Taco Tater Pie

 

Ingredients:
1 pound lean ground beef
1 small onion, chopped
1 clove minced garlic
1 package (1 1/4 oz) taco seasoning mix
1 can (15 oz) kidney beans, drained
1 can (15 oz) corn, drained
1 can (15 oz) diced tomatoes with juice
5 cups mashed potatoes (fresh or leftover)*
1 cup fat-free sour cream
1 cup shredded sharp cheddar cheese
8 butter crackers (Ritz, Townhouse, etc), crushed
    Sliced green onion, black olives, etc option garnish

Method:
Preheat oven to 400° F.
Brown together beef, onion, and garlic until meat is no longer pink.

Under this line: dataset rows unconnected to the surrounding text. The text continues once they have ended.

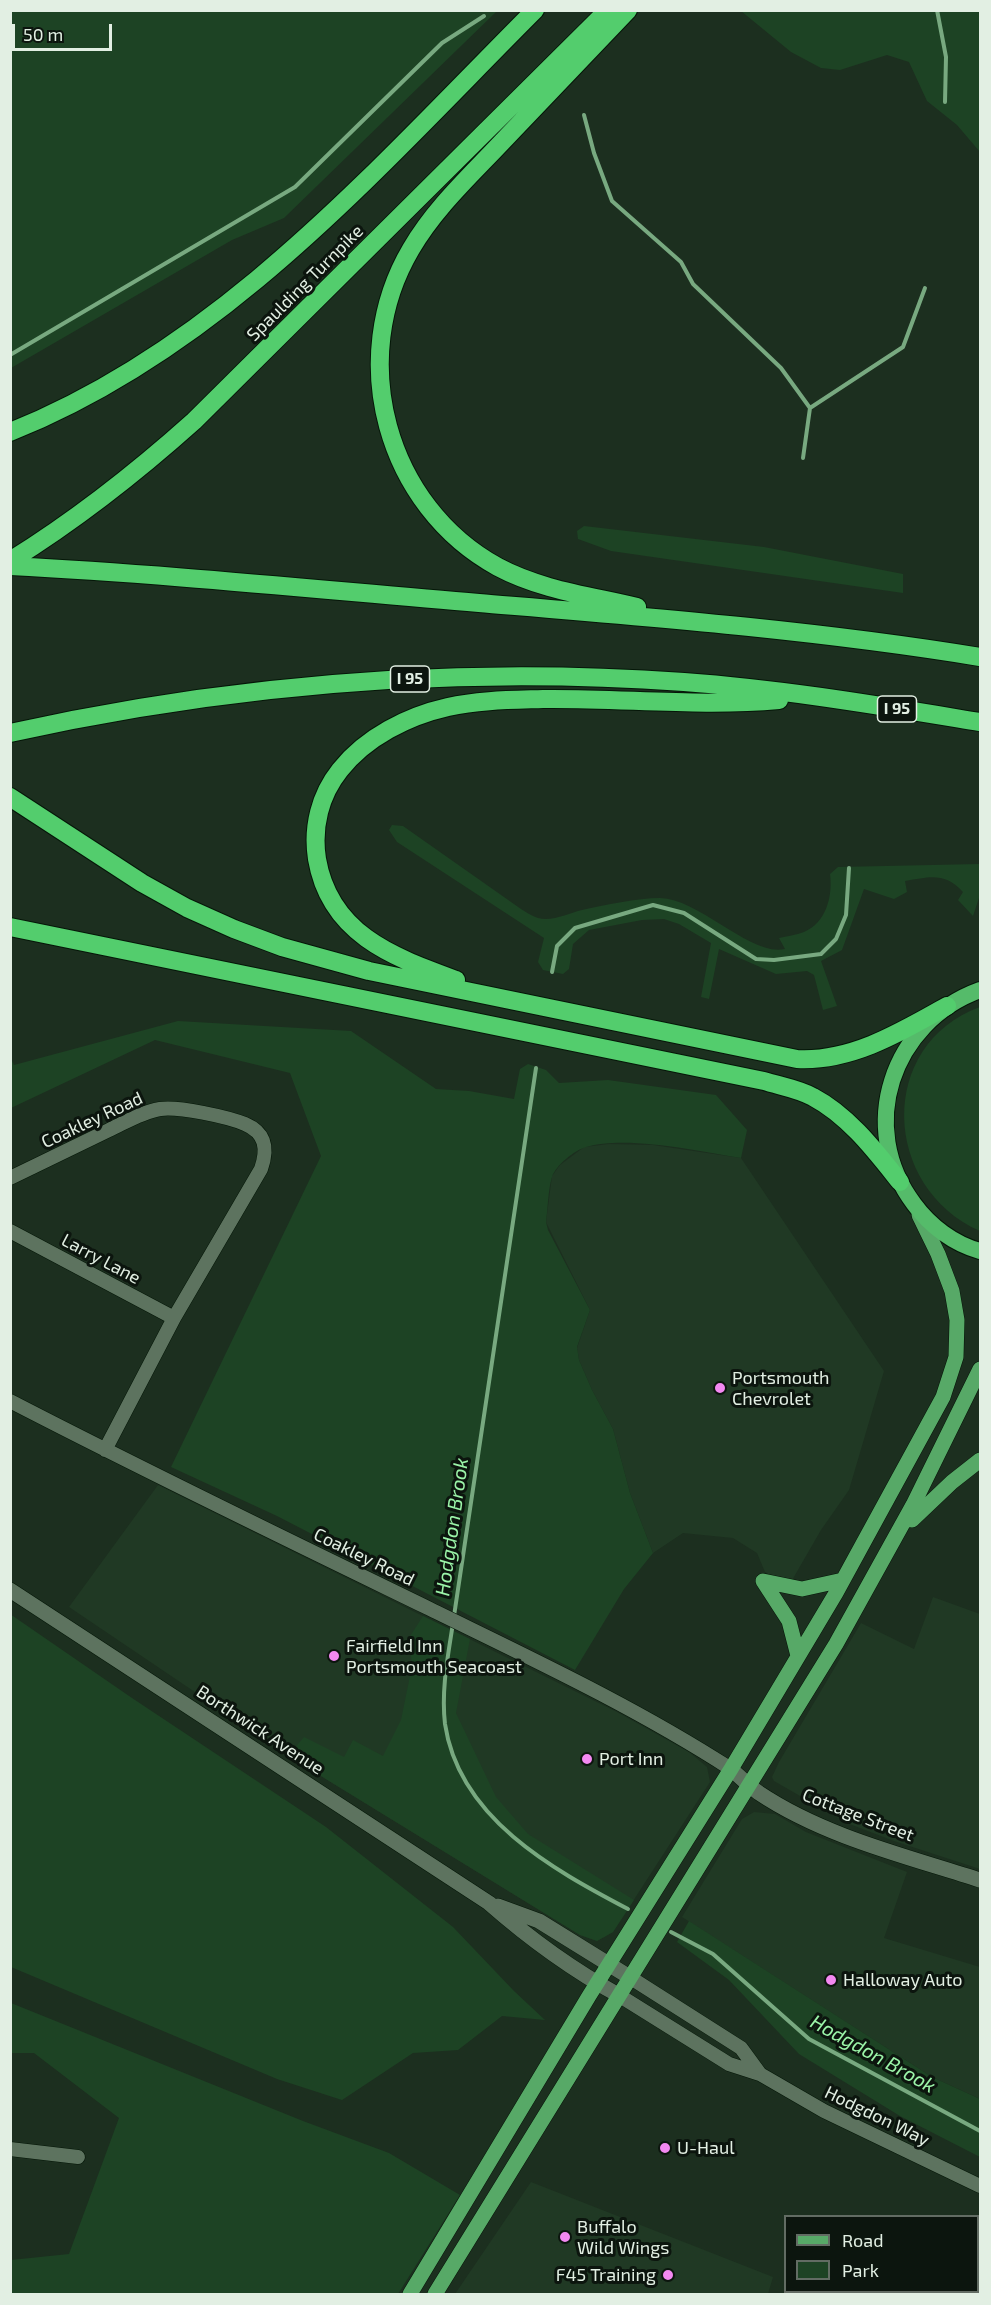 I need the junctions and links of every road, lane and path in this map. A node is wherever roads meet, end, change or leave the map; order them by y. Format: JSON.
{"nodes":[{"id":1,"x":536,"y":10,"type":"edge"},
{"id":2,"x":608,"y":10,"type":"edge"},
{"id":3,"x":628,"y":10,"type":"edge"},
{"id":4,"x":10,"y":432,"type":"edge"},
{"id":5,"x":10,"y":561,"type":"edge"},
{"id":6,"x":10,"y":566,"type":"edge"},
{"id":7,"x":704,"y":622,"type":"junction"},
{"id":8,"x":981,"y":657,"type":"edge"},
{"id":9,"x":813,"y":696,"type":"junction"},
{"id":10,"x":981,"y":722,"type":"edge"},
{"id":11,"x":10,"y":733,"type":"edge"},
{"id":12,"x":17,"y":801,"type":"edge"},
{"id":13,"x":10,"y":927,"type":"edge"},
{"id":14,"x":981,"y":977,"type":"edge"},
{"id":15,"x":981,"y":990,"type":"edge"},
{"id":16,"x":516,"y":1002,"type":"junction"},
{"id":17,"x":947,"y":1006,"type":"junction"},
{"id":18,"x":10,"y":1178,"type":"edge"},
{"id":19,"x":905,"y":1190,"type":"junction"},
{"id":20,"x":10,"y":1231,"type":"edge"},
{"id":21,"x":981,"y":1251,"type":"edge"},
{"id":22,"x":174,"y":1318,"type":"junction"},
{"id":23,"x":981,"y":1369,"type":"edge"},
{"id":24,"x":10,"y":1401,"type":"edge"},
{"id":25,"x":105,"y":1450,"type":"junction"},
{"id":26,"x":981,"y":1460,"type":"edge"},
{"id":27,"x":892,"y":1542,"type":"junction"},
{"id":28,"x":843,"y":1580,"type":"junction"},
{"id":29,"x":10,"y":1590,"type":"edge"},
{"id":30,"x":798,"y":1656,"type":"junction"},
{"id":31,"x":731,"y":1769,"type":"junction"},
{"id":32,"x":750,"y":1785,"type":"junction"},
{"id":33,"x":981,"y":1880,"type":"edge"},
{"id":34,"x":489,"y":1903,"type":"junction"},
{"id":35,"x":609,"y":1965,"type":"junction"},
{"id":36,"x":631,"y":1978,"type":"junction"},
{"id":37,"x":597,"y":1983,"type":"junction"},
{"id":38,"x":620,"y":1996,"type":"junction"},
{"id":39,"x":760,"y":2074,"type":"junction"},
{"id":40,"x":10,"y":2149,"type":"edge"},
{"id":41,"x":78,"y":2157,"type":"dead end"},
{"id":42,"x":981,"y":2186,"type":"edge"},
{"id":43,"x":410,"y":2295,"type":"edge"},
{"id":44,"x":435,"y":2295,"type":"edge"}],
"edges":[{"from":1,"to":4,"type":"highway","name":"Spaulding Turnpike"},
{"from":2,"to":5,"type":"highway","name":"Spaulding Turnpike"},
{"from":3,"to":7,"type":"highway"},
{"from":6,"to":7,"type":"highway"},
{"from":7,"to":8,"type":"highway"},
{"from":9,"to":10,"type":"highway","number":"I 95"},
{"from":9,"to":11,"type":"highway","number":"I 95"},
{"from":9,"to":16,"type":"highway"},
{"from":12,"to":16,"type":"highway"},
{"from":13,"to":19,"type":"highway"},
{"from":14,"to":17,"type":"highway"},
{"from":15,"to":17,"type":"highway"},
{"from":16,"to":17,"type":"highway"},
{"from":17,"to":19,"type":"highway"},
{"from":18,"to":22,"type":"street","name":"Coakley Road"},
{"from":19,"to":21,"type":"highway"},
{"from":19,"to":28,"type":"main road"},
{"from":20,"to":22,"type":"street","name":"Larry Lane"},
{"from":22,"to":25,"type":"street","name":"Coakley Road"},
{"from":23,"to":27,"type":"main road"},
{"from":24,"to":25,"type":"street","name":"Coakley Road"},
{"from":25,"to":31,"type":"street","name":"Coakley Road"},
{"from":26,"to":27,"type":"main road"},
{"from":27,"to":32,"type":"main road"},
{"from":28,"to":30,"type":"main road"},
{"from":28,"to":30,"type":"main road"},
{"from":29,"to":34,"type":"street","name":"Borthwick Avenue"},
{"from":30,"to":31,"type":"main road"},
{"from":31,"to":32,"type":"street","name":"Cottage Street"},
{"from":31,"to":35,"type":"main road"},
{"from":32,"to":33,"type":"street","name":"Cottage Street"},
{"from":32,"to":36,"type":"main road"},
{"from":34,"to":35,"type":"street","name":"Borthwick Avenue"},
{"from":34,"to":37,"type":"street","name":"Borthwick Avenue"},
{"from":35,"to":36,"type":"street","name":"Borthwick Avenue"},
{"from":35,"to":37,"type":"main road"},
{"from":36,"to":38,"type":"main road"},
{"from":36,"to":39,"type":"street","name":"Hodgdon Way"},
{"from":37,"to":38,"type":"street","name":"Borthwick Avenue"},
{"from":37,"to":43,"type":"main road"},
{"from":38,"to":39,"type":"street","name":"Hodgdon Way"},
{"from":38,"to":44,"type":"main road"},
{"from":39,"to":42,"type":"street","name":"Hodgdon Way"},
{"from":40,"to":41,"type":"street"}]}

Drain excess fat from meat. Stir in taco seasoning, kidney beans, corn, and un-drained tomatoes; bring to a boil, reduce heat and simmer 5 minutes. If mixture is too thick, stir in a little water (should be the consistency of stew or goulash). Place mixture in 9x13 pan.**
Stir sour cream into mashed potatoes. Place potatoes on top taco filling. Crush crackers and sprinkle over potatoes. Sprinkle with cheese. Bake 15-20 minutes or until cheese is melted and potatoes are heated through. Garnish with sliced green onion and black olives.

Notes:
Shepherd’s Pie, Cottage Pie, or Poor Man’s pie, is traditionally leftover roast and vegetables baked in a convenient mashed potato crust. Our version today crosses tradition - Shepherds Pie with a Taco Casserole. Serves 6
* Sodium content will vary depending on how potatoes are prepared. Nutrition analysis was calculated using a mashed baked potato. Sodium may be reduced further by using low sodium canned corn, kidney beans, and tomatoes.
** If skillet is large enough to hold taco filling and potatoes (and it is oven proof) save dirty dishes and use skillet as baking dish.